Plaintiffs' other case citations are also inapposite, as the factual scenarios in those cases differ significantly from the factual scenario in this case, and many of the cases find no constitutional violation at all. See Green v. City & Cnty. of San Francisco, 751 F.3d 1039, 104647 (9th Cir. 2014) (reversing summary judgment decision because “it [could not] be established as a matter of law whether or not reasonable suspicion existed to justify the investigatory detention” during a traffic stop where suspect was held “at multiple gunpoints, handcuffed, and directed to her knees”); Johnson v. Bay Area Rapid Transit Dist., 724 F.3d 1159, 1170 (9th Cir. 2013) (denying qualified immunity to a group of officers after decedent was shot while “adequately subdued” by officers with his hands “behind his back”); Hernandez v. City of Pomona, 46 Cal. 4th 501, 207 P.3d 506 (2009) (holding a “federal judgment” for the defendants on a civil rights claim brought under § 1983 “collaterally estops plaintiffs from pursuing their wrongful death claim, even on the theory that the officers' preshooting conduct was negligent”); Young v. City of Killeen, Tex., 775 F.2d 1349, 1352 (5th Cir. 1985) (holding there was “no constitutional deprivation” because the district court only found “force would have been avoided if” the officer had approached the decedent “as required by proper police procedures,” however, “If [the decedent's] movements gave [the officer] cause to believe that there was a threat of serious physical harm, [the officer's] use of deadly force was not a constitutional violation. . . The only fault found against [the officer] was his negligence in creating a situation where the danger of such a mistake would exist. We hold that no right is guaranteed by federal law that one will be free from circumstances where he will be endangered by the misinterpretation of his acts.”).
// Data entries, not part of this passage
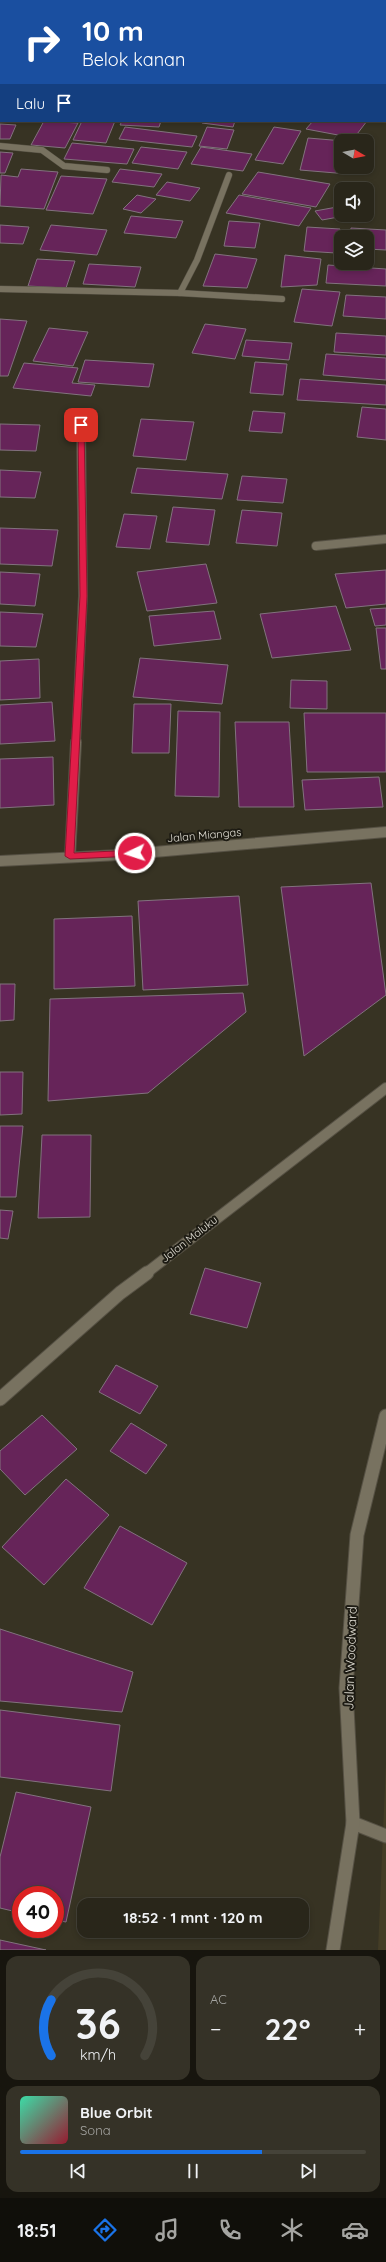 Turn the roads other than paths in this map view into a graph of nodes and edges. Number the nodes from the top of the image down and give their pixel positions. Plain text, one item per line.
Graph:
1 (0, 146) edge
2 (107, 170) dead end
3 (229, 175) dead end
4 (0, 289) edge
5 (180, 292) junction
6 (282, 299) dead end
7 (81, 425) dead end
8 (386, 539) edge
9 (316, 546) dead end
10 (386, 832) edge
11 (70, 856) junction
12 (0, 861) edge
13 (386, 1088) edge
14 (0, 1399) edge
15 (386, 1416) edge
16 (353, 1822) junction
17 (386, 1836) edge
18 (333, 1950) edge

1 - 2 street
3 - 5 street
4 - 5 street
5 - 6 street
7 - 11 street
8 - 9 street
10 - 11 street, Jalan Miangas
11 - 12 street, Jalan Miangas
13 - 14 street, Jalan Maluku
15 - 16 street, Jalan Woodward
16 - 17 street
16 - 18 street, Jalan Woodward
Finally, at oral argument, Plaintiffs argued “qualified immunity does not protect recklessness,” and because a reasonable trier of fact could find the officers acted recklessly, it was not necessary for Plaintiffs to provide a case demonstrating the constitutional violation was “clearly established.” But, neither of the two cases Plaintiffs cited for this proposition-Tennessee v. Garner, 471 U.S. 1, (1985) and Graham v. Connor, 490 U.S. 386 (1989)-carve out such a “reckless” exception to qualified immunity. Tennessee v. Garner did not consider the issue of qualified immunity, as the individual officers had already been dismissed from the case and the Supreme Court considered only the issue of the city's liability under Monnell. Garner, 471 U.S. at 5-7 (citing Monell v. New York City Dept. of Social Services, 436 U.S. 658, (1978)). Graham also did not consider qualified immunity. Graham, 490 U.S. at 399 n.12 (“Since no claim of qualified immunity has been raised in this case, however, we express no view on its proper application in excessive force cases that arise under the Fourth Amendment.”).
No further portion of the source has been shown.